+++ MATERIAL SHOWN +++
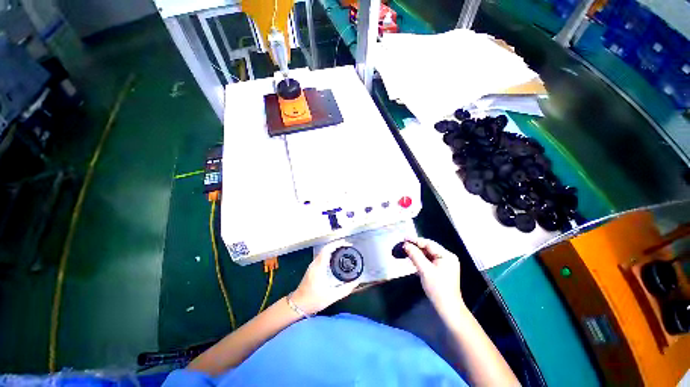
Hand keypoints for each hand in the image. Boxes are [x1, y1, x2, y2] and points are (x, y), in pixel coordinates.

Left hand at [291, 241, 359, 314]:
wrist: (298, 305)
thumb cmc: (313, 300)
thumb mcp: (331, 296)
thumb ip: (345, 289)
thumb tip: (356, 282)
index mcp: (319, 267)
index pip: (327, 249)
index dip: (337, 244)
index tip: (346, 244)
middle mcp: (315, 263)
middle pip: (326, 248)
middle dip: (337, 245)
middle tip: (347, 246)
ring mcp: (313, 265)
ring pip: (323, 251)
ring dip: (333, 248)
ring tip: (343, 250)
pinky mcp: (312, 268)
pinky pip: (322, 256)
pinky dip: (330, 253)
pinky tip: (336, 258)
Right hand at [403, 238, 464, 319]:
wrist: (447, 308)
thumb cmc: (437, 288)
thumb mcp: (425, 270)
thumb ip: (415, 255)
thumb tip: (406, 245)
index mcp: (447, 255)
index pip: (429, 243)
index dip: (416, 240)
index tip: (404, 238)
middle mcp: (447, 257)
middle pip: (429, 248)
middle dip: (416, 246)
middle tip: (403, 244)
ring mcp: (445, 264)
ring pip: (428, 254)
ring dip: (417, 253)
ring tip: (406, 251)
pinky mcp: (441, 270)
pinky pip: (429, 261)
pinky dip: (420, 260)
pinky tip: (412, 260)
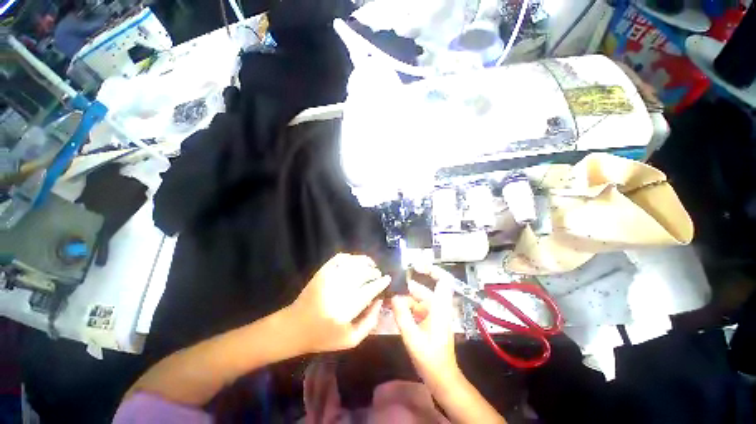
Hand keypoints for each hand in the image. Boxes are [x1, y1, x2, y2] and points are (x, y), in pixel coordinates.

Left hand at [288, 253, 390, 353]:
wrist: (295, 327)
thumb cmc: (324, 337)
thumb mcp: (350, 340)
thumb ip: (370, 322)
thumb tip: (380, 300)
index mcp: (345, 310)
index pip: (369, 289)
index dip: (381, 282)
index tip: (387, 279)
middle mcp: (338, 290)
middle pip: (363, 273)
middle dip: (375, 272)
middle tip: (378, 275)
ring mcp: (328, 278)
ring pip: (353, 263)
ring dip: (366, 262)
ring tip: (371, 265)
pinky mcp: (322, 272)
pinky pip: (340, 258)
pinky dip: (351, 257)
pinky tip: (356, 262)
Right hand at [391, 264, 460, 388]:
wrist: (441, 378)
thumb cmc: (430, 358)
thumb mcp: (412, 336)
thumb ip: (401, 314)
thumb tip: (393, 296)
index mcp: (439, 307)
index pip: (442, 280)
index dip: (431, 269)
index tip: (415, 266)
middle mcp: (438, 307)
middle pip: (422, 290)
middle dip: (405, 289)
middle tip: (389, 290)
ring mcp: (434, 314)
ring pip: (417, 300)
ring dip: (404, 300)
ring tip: (388, 302)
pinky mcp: (430, 321)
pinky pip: (417, 309)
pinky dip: (406, 309)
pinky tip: (395, 312)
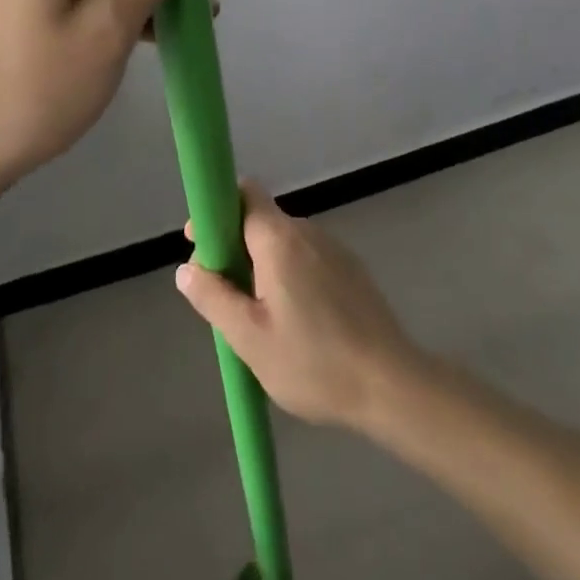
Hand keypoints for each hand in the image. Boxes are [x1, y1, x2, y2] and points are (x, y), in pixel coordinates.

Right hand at [175, 185, 424, 429]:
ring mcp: (334, 250)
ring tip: (256, 318)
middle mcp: (308, 232)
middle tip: (223, 295)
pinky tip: (292, 322)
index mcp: (280, 239)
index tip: (200, 244)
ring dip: (261, 265)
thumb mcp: (250, 339)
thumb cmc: (314, 362)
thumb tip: (187, 269)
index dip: (216, 211)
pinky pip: (306, 259)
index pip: (244, 193)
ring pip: (283, 243)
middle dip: (234, 246)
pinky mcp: (351, 270)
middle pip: (260, 220)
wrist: (392, 385)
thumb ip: (214, 298)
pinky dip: (288, 276)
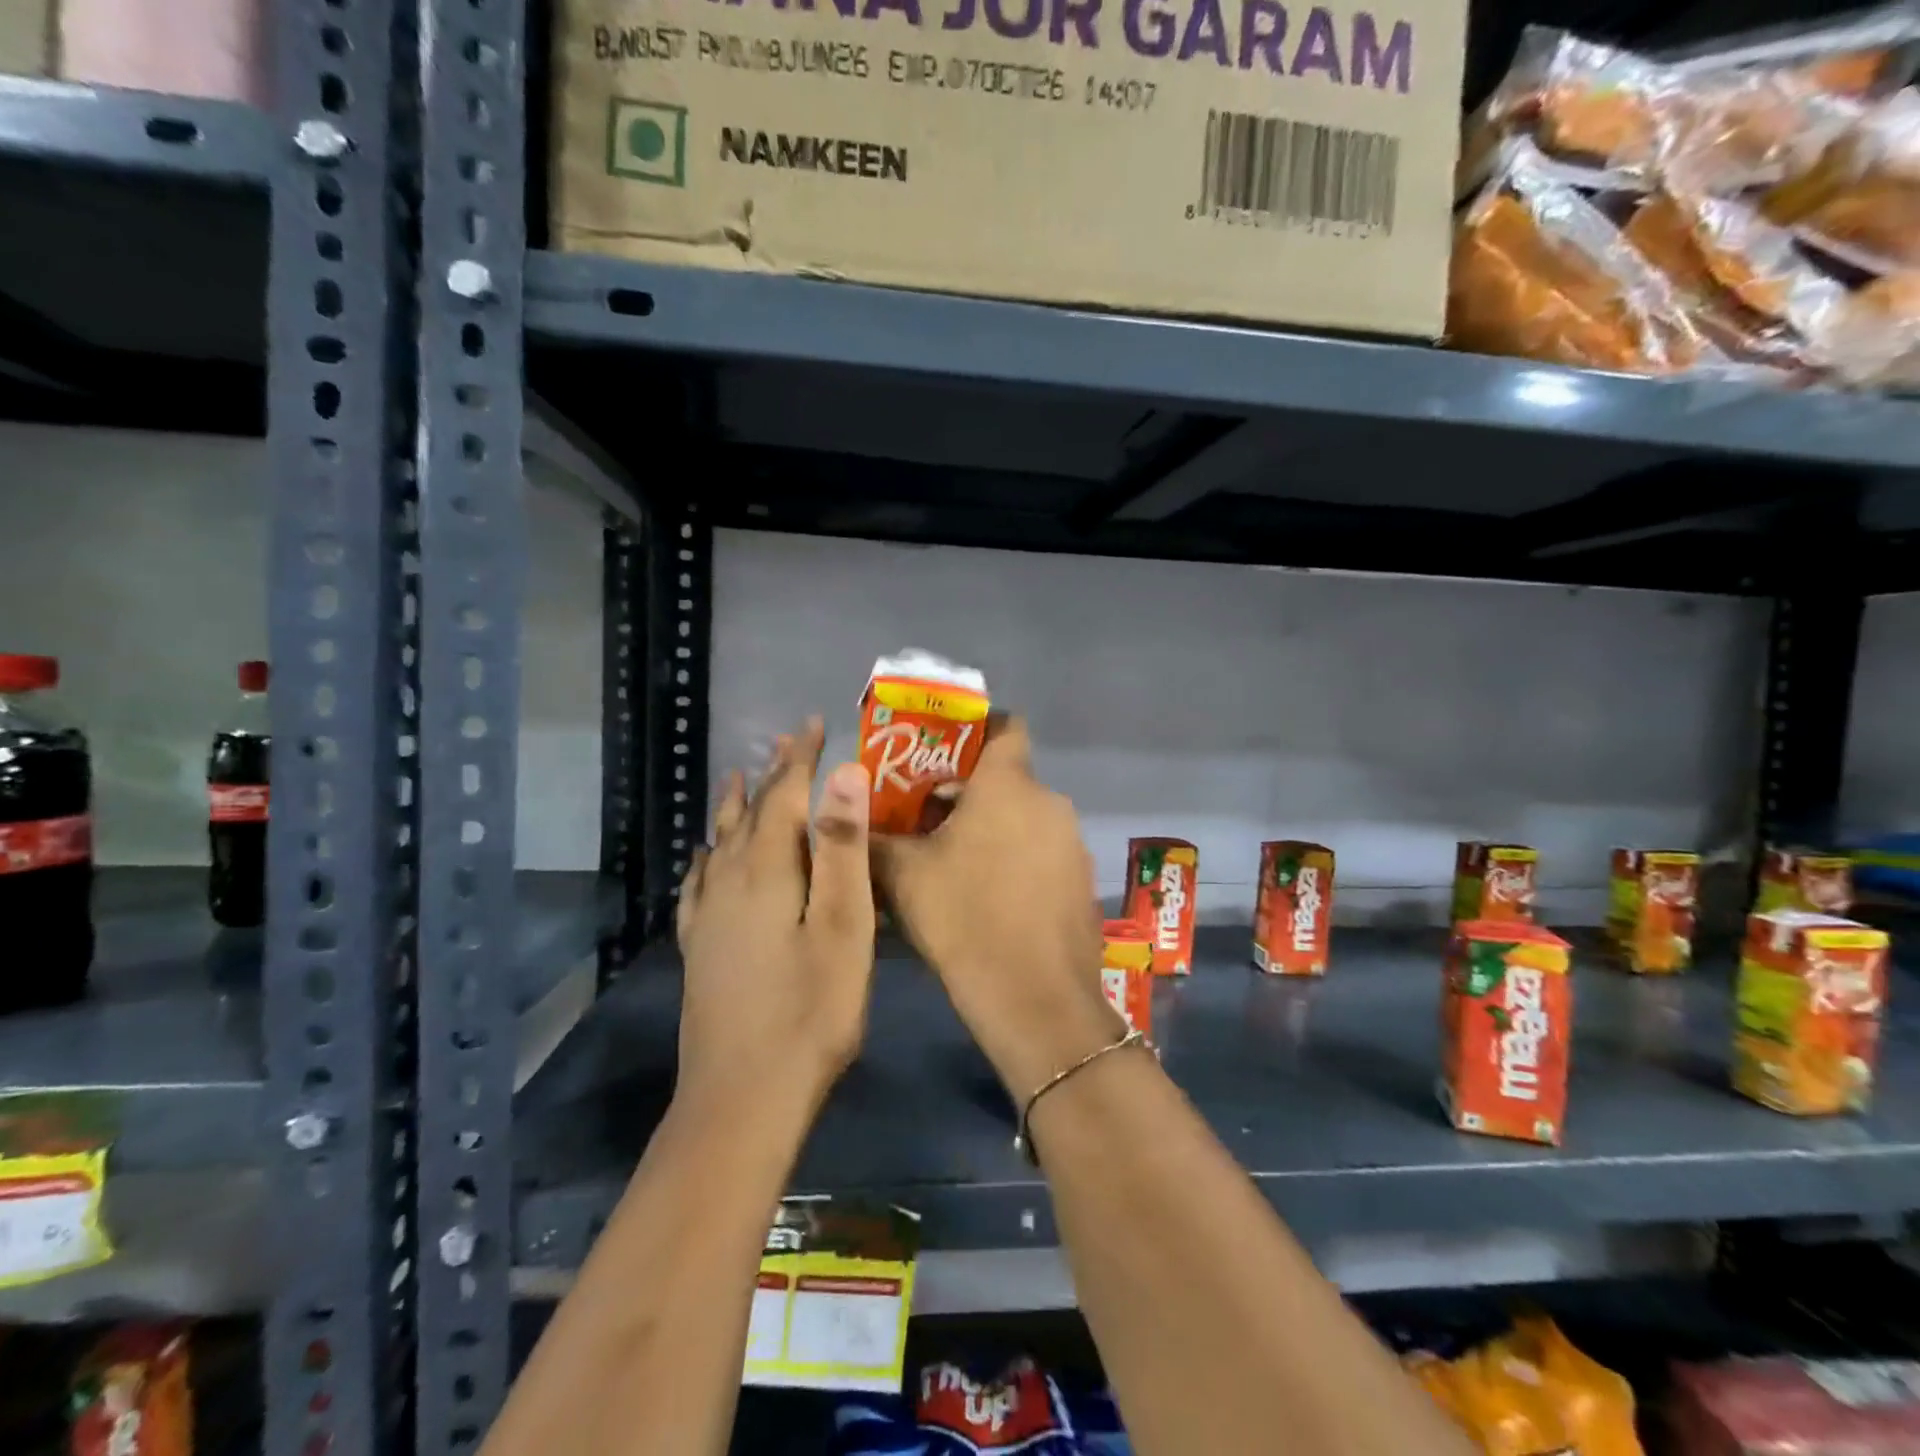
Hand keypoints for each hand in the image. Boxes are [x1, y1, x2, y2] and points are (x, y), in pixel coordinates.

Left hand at [675, 719, 874, 1114]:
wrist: (742, 1099)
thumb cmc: (810, 1012)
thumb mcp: (843, 926)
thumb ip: (841, 848)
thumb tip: (844, 773)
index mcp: (766, 871)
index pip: (785, 796)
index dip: (801, 758)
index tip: (813, 723)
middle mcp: (729, 883)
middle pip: (751, 814)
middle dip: (772, 775)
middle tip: (787, 742)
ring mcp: (708, 918)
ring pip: (721, 844)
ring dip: (735, 807)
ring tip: (738, 778)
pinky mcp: (699, 950)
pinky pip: (699, 884)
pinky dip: (707, 858)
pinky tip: (703, 858)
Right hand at [873, 718, 1121, 1095]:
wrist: (1036, 1000)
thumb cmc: (965, 919)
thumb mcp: (902, 875)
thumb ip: (871, 838)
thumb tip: (843, 818)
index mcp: (1009, 784)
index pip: (1004, 724)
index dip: (974, 727)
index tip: (940, 750)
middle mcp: (1049, 802)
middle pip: (1006, 777)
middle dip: (966, 790)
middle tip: (924, 817)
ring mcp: (1071, 842)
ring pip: (1024, 816)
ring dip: (991, 826)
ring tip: (950, 860)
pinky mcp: (1080, 880)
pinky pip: (1042, 850)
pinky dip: (1016, 857)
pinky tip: (988, 896)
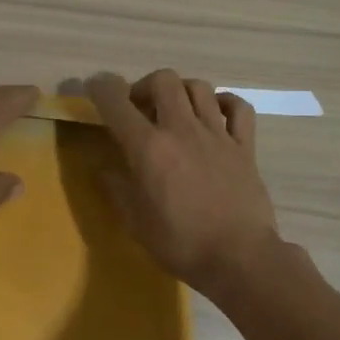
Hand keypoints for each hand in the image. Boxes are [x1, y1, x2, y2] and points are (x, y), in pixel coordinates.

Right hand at [85, 70, 281, 297]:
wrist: (240, 259)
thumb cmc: (181, 244)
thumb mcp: (136, 223)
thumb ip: (118, 190)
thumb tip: (105, 170)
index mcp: (149, 148)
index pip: (117, 103)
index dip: (101, 87)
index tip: (95, 87)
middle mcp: (182, 130)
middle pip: (163, 80)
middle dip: (145, 86)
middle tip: (139, 109)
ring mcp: (217, 135)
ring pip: (199, 87)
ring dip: (181, 91)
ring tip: (174, 111)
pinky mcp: (245, 147)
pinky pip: (238, 108)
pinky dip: (224, 103)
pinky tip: (215, 115)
+++
TO DO
Pick out, from the lines above, every one that contains the string "Left".

SOLUTION TO THE EXERCISE
Left hand at [291, 241, 359, 314]:
Left hand at [288, 253, 390, 353]:
Left hand at [675, 719, 874, 1114]:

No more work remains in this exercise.